Sophie Agnel, Lionel Marchetti,
Jérôme Noetinger

Rouge Gris Bruit

(Potlatch P401)

The eight-piece ensemble called Phosphor is something of a supergroup of Berlin-based improvisors of a generation born circa 1965. AMM is a likely reference-point, but I’m mostly struck by the contrasts between their aesthetics: Phosphor’s concentration on sound-as-event and on noise eliminates the processual, poetic quality of an AMM performance, in favour of a bleak and arbitrary soundworld largely defined by the shifting balance of static, held sounds and arbitrary, puncturing interventions. Even by the trompe l’oeil standards of free-improv, it’s remarkably hard to tell at any given moment how many people are playing and what instruments they’re using. Trumpeter Axel Dörner is already legendary for this kind of sonic extremism, and indeed there’s not a single sound on the album I can assign to him with any certainty. Presumably, like soprano saxophonist Alessandro Bosetti and tuba-player Robin Hayward, he is responsible for the stretches that sound like a gas leak or the workings of a furnace or boiler-room. (The other players are: Burkhard Beins, percussion; Annette Krebs and Michael Renkel, guitars; Andrea Neumann, “inside-piano, mixing desk” – the former, I gather, is the disassembled innards of a piano; and Ignaz Schick, electronics.) The opening track here is as abrupt, loud and annoying as John Zorn could wish, but the album thereafter moves increasingly to the quiet end of the scale; by the end, one is left with a muted backdrop of stroked metal and steady breathing just barely stippled by the other players. I find it easier to be impressed by the album than wholly satisfied by it; nonetheless, aficionados of the more rarefied end of improv will want to check it out.

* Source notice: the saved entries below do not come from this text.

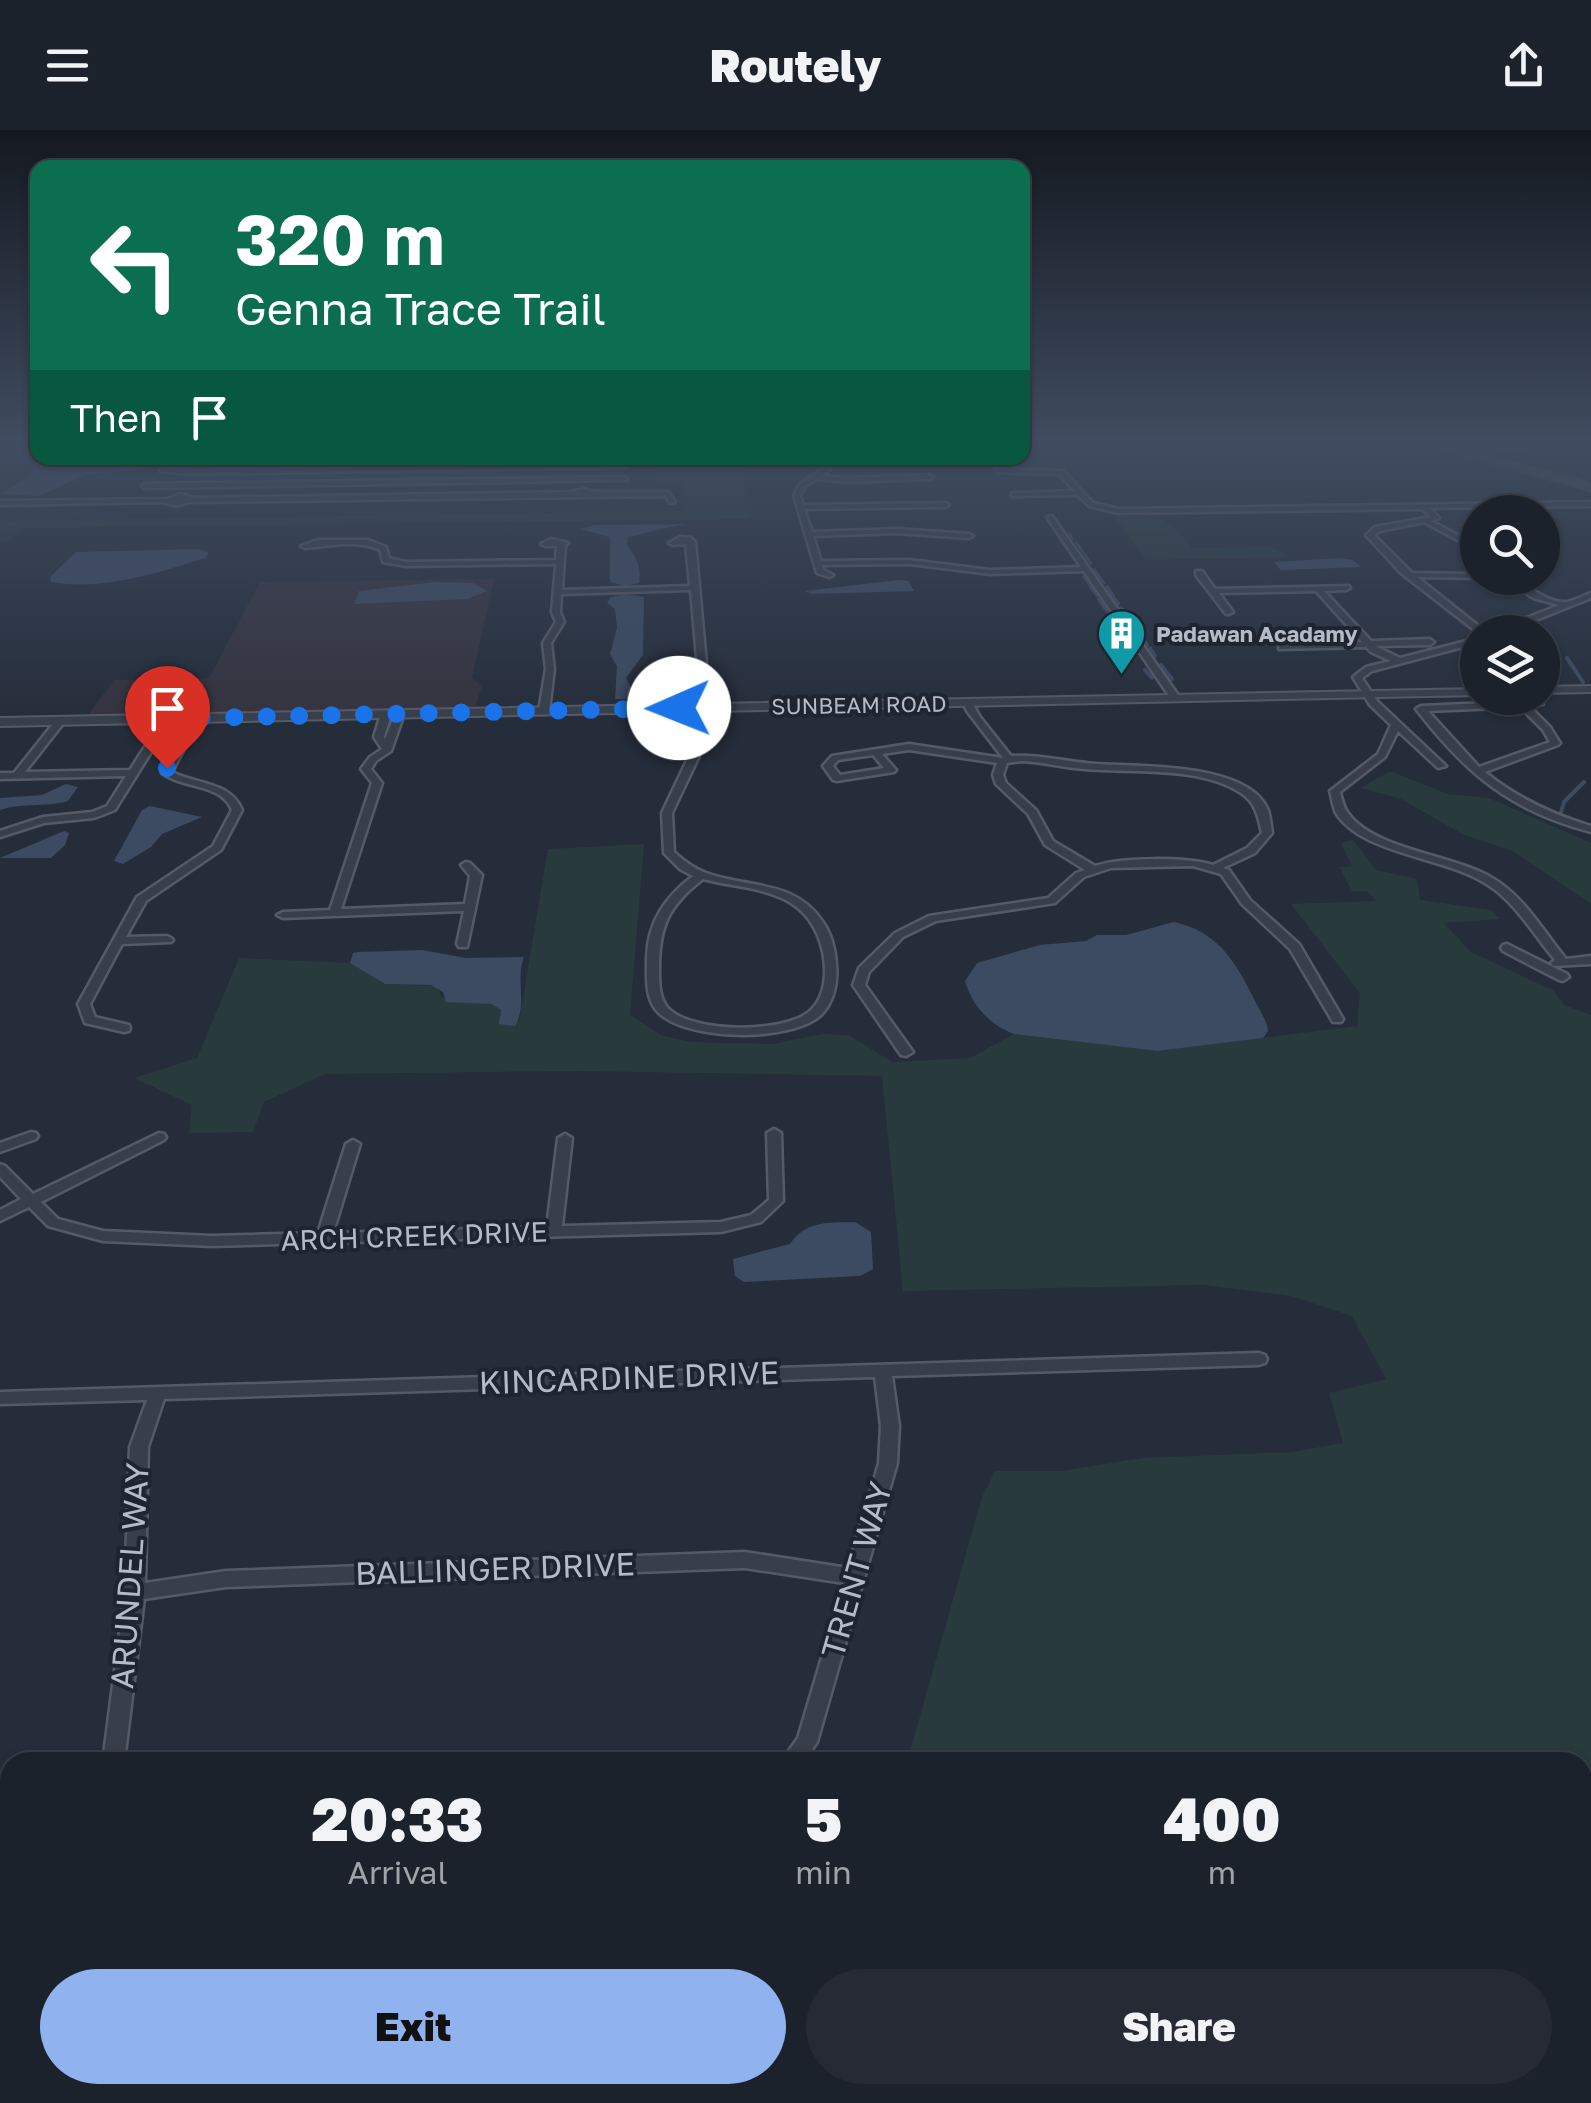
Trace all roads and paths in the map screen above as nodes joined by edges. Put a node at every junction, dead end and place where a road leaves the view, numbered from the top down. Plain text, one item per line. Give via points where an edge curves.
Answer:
1 (809, 536) edge
2 (1064, 536) edge
3 (1371, 536) edge
4 (322, 542) dead end
5 (690, 544) dead end
6 (561, 545) dead end
7 (561, 562) junction
8 (818, 563) junction
9 (1088, 570) junction
10 (1199, 573) dead end
11 (829, 575) dead end
12 (1414, 575) junction
13 (1460, 576) edge
14 (694, 588) junction
15 (1346, 588) dead end
16 (1318, 589) junction
17 (1213, 591) junction
18 (558, 592) junction
19 (1535, 595) edge
20 (1591, 596) edge
21 (1568, 606) junction
22 (1230, 612) dead end
23 (1462, 615) edge
24 (1544, 615) edge
25 (1430, 642) dead end
26 (1370, 645) junction
27 (1460, 645) edge
28 (1282, 647) dead end
29 (1400, 662) junction
30 (703, 673) dead end
31 (1591, 689) edge
32 (1560, 690) edge
33 (1460, 692) edge
34 (1366, 694) junction
35 (1175, 698) junction
36 (968, 705) junction
37 (1460, 707) edge
38 (679, 708) junction
39 (544, 711) junction
40 (393, 714) junction
41 (1534, 715) edge
42 (194, 718) junction
43 (60, 721) junction
44 (0, 722) edge
45 (1396, 726) junction
46 (156, 736) dead end
47 (874, 752) junction
48 (1006, 760) junction
49 (1441, 766) dead end
50 (1478, 771) junction
51 (132, 773) junction
52 (0, 776) edge
53 (17, 776) junction
54 (1591, 829) edge
55 (0, 834) edge
56 (466, 865) dead end
57 (1217, 867) junction
58 (1092, 869) junction
59 (701, 875) junction
60 (471, 907) junction
61 (335, 911) junction
62 (282, 915) dead end
63 (119, 940) junction
64 (168, 940) dead end
65 (463, 944) dead end
66 (1507, 948) dead end
67 (1591, 960) edge
68 (1562, 961) junction
69 (1548, 969) junction
70 (1563, 976) dead end
71 (831, 983) junction
72 (859, 985) junction
73 (1337, 1019) dead end
74 (124, 1028) dead end
75 (906, 1052) dead end
76 (774, 1133) dead end
77 (31, 1136) dead end
78 (159, 1137) dead end
79 (564, 1138) dead end
80 (353, 1144) dead end
81 (0, 1148) edge
82 (0, 1169) edge
83 (31, 1202) junction
84 (0, 1216) edge
85 (554, 1232) junction
86 (324, 1238) junction
87 (1259, 1358) dead end
88 (884, 1371) junction
89 (158, 1392) junction
90 (0, 1398) edge
91 (855, 1577) junction
92 (135, 1592) junction
93 (114, 1752) edge
94 (800, 1752) edge

1 - 8 street
2 - 9 street
3 - 12 street
4 - 7 street via 374,544 386,560 406,564
5 - 14 street
6 - 7 street
7 - 18 street
8 - 9 street
8 - 11 street
9 - 35 street
10 - 17 street
12 - 13 street
12 - 23 street
14 - 18 street
14 - 30 street
15 - 16 street
16 - 17 street
16 - 26 street
17 - 22 street
18 - 39 street via 560,622 548,643
19 - 21 street
20 - 21 street
21 - 24 street
25 - 26 street
26 - 28 street
26 - 29 street
27 - 29 street
29 - 34 street via 1358,674
31 - 32 street
33 - 34 street, SUNBEAM ROAD
34 - 35 street, SUNBEAM ROAD
34 - 45 street
35 - 36 street, SUNBEAM ROAD
36 - 38 street, SUNBEAM ROAD
36 - 48 street
37 - 50 street via 1421,709
38 - 39 street, SUNBEAM ROAD
38 - 59 street via 694,756 668,813 669,853
39 - 40 street, SUNBEAM ROAD
40 - 42 street, SUNBEAM ROAD
40 - 61 street via 379,737 387,748 366,770 378,784
41 - 50 street via 1555,743
42 - 43 street, SUNBEAM ROAD
42 - 63 street via 167,773 227,793 238,810 210,854 146,893
43 - 44 street, SUNBEAM ROAD
43 - 53 street
45 - 49 street
45 - 68 street via 1382,755 1335,791 1344,818 1364,834 1472,869 1496,884
46 - 51 street
47 - 47 street via 836,758 828,766 837,778 890,770
47 - 48 street via 909,747
48 - 57 street via 1166,769 1209,776 1244,792 1260,804 1267,833 1246,856
48 - 58 street via 1001,784 1032,812 1055,850
50 - 54 street via 1518,804
51 - 53 street
51 - 55 street via 103,812
52 - 53 street
56 - 60 street via 476,875
57 - 58 street
57 - 73 street via 1295,947
58 - 72 street via 1051,901 910,927 863,971
59 - 71 street via 778,893 810,911 820,926
59 - 71 street via 661,912 654,932 654,988 661,1008 702,1028 760,1030 811,1018
60 - 61 street
60 - 65 street
61 - 62 street
63 - 64 street
63 - 74 street via 84,1012 89,1020
66 - 69 street
67 - 68 street
68 - 69 street
69 - 70 street
71 - 72 street
72 - 75 street
76 - 85 street, ARCH CREEK DRIVE via 776,1200 756,1219 720,1227
77 - 81 street
78 - 83 street
79 - 85 street
80 - 86 street
82 - 83 street, ARCH CREEK DRIVE
83 - 84 street
83 - 86 street, ARCH CREEK DRIVE via 53,1223 102,1236
85 - 86 street, ARCH CREEK DRIVE
87 - 88 street, KINCARDINE DRIVE
88 - 89 street, KINCARDINE DRIVE
88 - 91 street, TRENT WAY via 888,1463
89 - 90 street, KINCARDINE DRIVE
89 - 92 street, ARUNDEL WAY via 137,1461
91 - 92 street, BALLINGER DRIVE via 745,1560 226,1579
91 - 94 street, TRENT WAY
92 - 93 street, ARUNDEL WAY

Rouge Gris Bruit is no less demanding but to my mind yields more rewards. Pianist Sophie Agnel is matched with Lionel Marchetti and Jérôme Noetinger, who make use of a wide array of electronics, including manipulated microphones and loudspeakers. Though the liner notes are not very forthcoming about the way the music was created, the trio’s improvisations appear to have been further shaped and morphed in the studio by Marchetti’s editing. It’s a music that makes striking use of aural perspective. Across a background wash of out-of-focus electronics or detuned radio burble, crisp and sometimes violent exchanges shoot like comets. Agnel’s clipped phrases are often very widely spaced, and on occasion wobble disconcertingly, as if being shaken back and forth. The piano is sometimes right in front of you, but just as often sounds like it’s playing on a distant radio. As with Phosphor, conventions of musical dialogue and interaction are almost completely displaced, though there are flashes of wit and the whole thing is anything but austere. Rather than as “free improvisation,” this needs to be listened to as a sonic artifact, possessing an indubitable but almost alien internal logic. Excellent.

Nate Dorward

Coda, July/August 2002

All site contents © Nate Dorward 1998–2006, except for reviews first published in Cadence, which are © Cadence, and reprinted by permission.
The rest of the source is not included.